特にオランダにとってまずいことは伏せるということが行われました。
風説書もその性質が徐々に変わっていきました。
17世紀に始まった頃にはとにかくポルトガルを危険視し、その動向について詳しく触れることが求められました。
しかし18世紀になるとポルトガルの力も弱まり、オランダも徐々に勢力を弱めていたために日本から見れば安定した状況となり風説書も大したことも書かないという時期もありました。
ところがイギリスの海外進出が強まり、特に中国に対しての進出が強化されると対岸の火事と見るわけにもいかず、またその他の国も日本も含めて東アジア進出ということになり、オランダの情報も性質を変えていくこととなります。
そして幕末に各国と幕府が直接交渉せざるを得なくなるとオランダ風説書もその歴史の役割を終えて消えることになりました。
初期の頃の「通常の風説書」の作り方というものが詳述されています。
商館長や船長たちが長崎に入港すると、そこで長崎奉行、長崎町年寄、そしてその配下の通詞(通訳)が情報を聞き取ります。
通詞たちはその中から幕府に提出する内容を整理して清書するのですが、その情報の取捨はかなり恣意的であったようで、その後のつじつま合わせが大変ということもあったようです。
ポルトガルの排除には成功したオランダですが、その他の国も日本通商を求めて来航するといった事態が続きます。
オランダとしてはなんとか日本の通商を独占しようと努力し、それが風説書に書かれる事項に影響します。
フランスなどはカトリック教国だということで門前払いをさせますが、イギリスは一応新教国でありその排除に苦労したようです。
一時イギリス王がカトリック回帰ということでポルトガル王女との婚姻が成立したことなどをオランダは利用し風説書に強調するということがありました。
幕府もそれを重要視し、ポルトガル王女はまだイギリス王妃かといった質問をしたようです。
オランダの東インド会社の日本相手の貿易で初期の重要品目はペルシア産やベンガル産の生糸だったようです。
その代価として日本産の銀を大量に取得しました。
しかし日本側が銀の支払いを禁じたため他の決済品目に苦労しました。
さらにペルシアやベンガルの生糸生産も縮小したためこれらの貿易は廃れ、オランダから日本にもたらされる品目は書物や薬種だけとなっていきます。
また、日本国内での生糸生産も徐々に拡大し、その後はかえって日本からの重要輸出品目となっていきます。

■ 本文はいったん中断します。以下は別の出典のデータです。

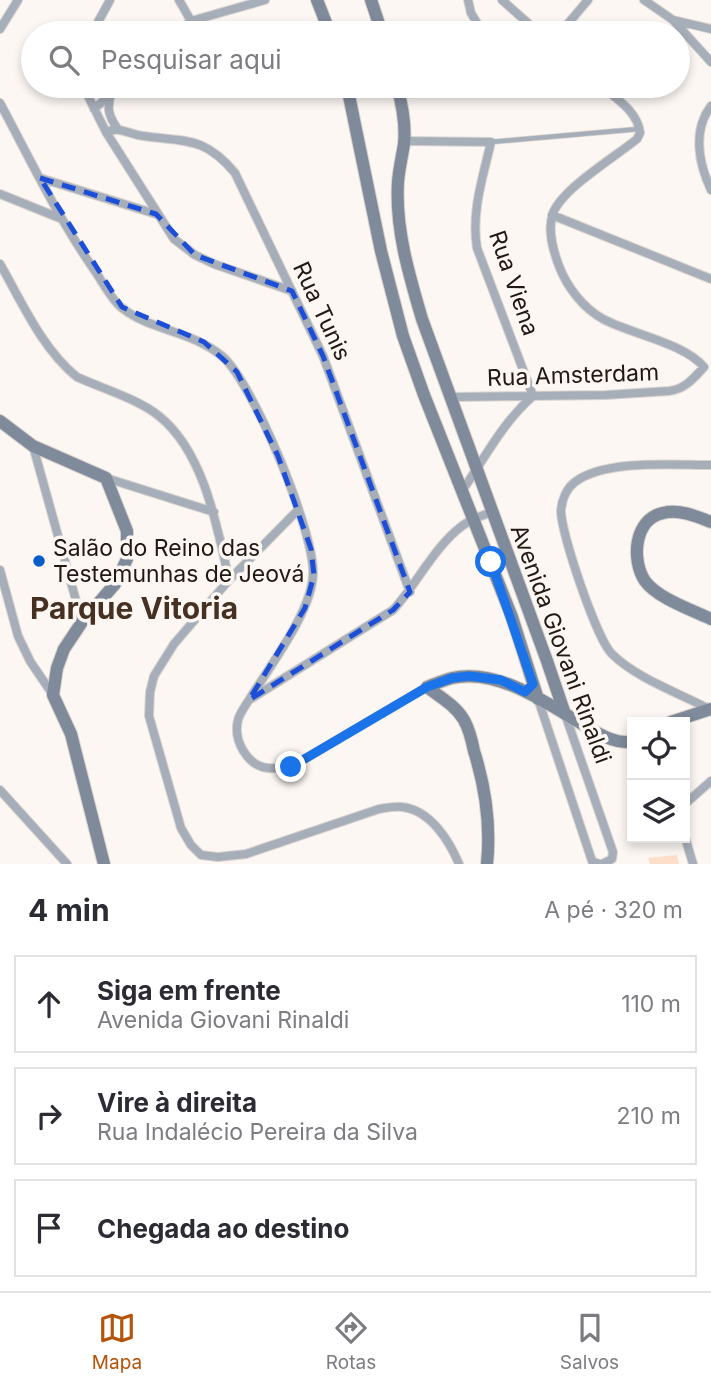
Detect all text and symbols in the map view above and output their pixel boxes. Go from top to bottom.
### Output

江戸時代の日本の産業の成長が大きく左右したようです。
このように長期間にわたって海外情報を流し続けた事例は珍しいものです。
中国は海外との交流は続けたものの、その情報にはほとんど興味を持ちませんでした。
朝鮮は海外交流は行わず、情報も中国を通して得るのみでほとんど世界の情勢は耳にしないままでした。
幕末の海外からの来訪が相次いだ頃にも、オランダから得られた情報をもとにできるだけの対処はしていたようです。
通常の認識のように「太平の眠り」をむさぼるだけではなかったようです。
それでも不十分ではあったのですが。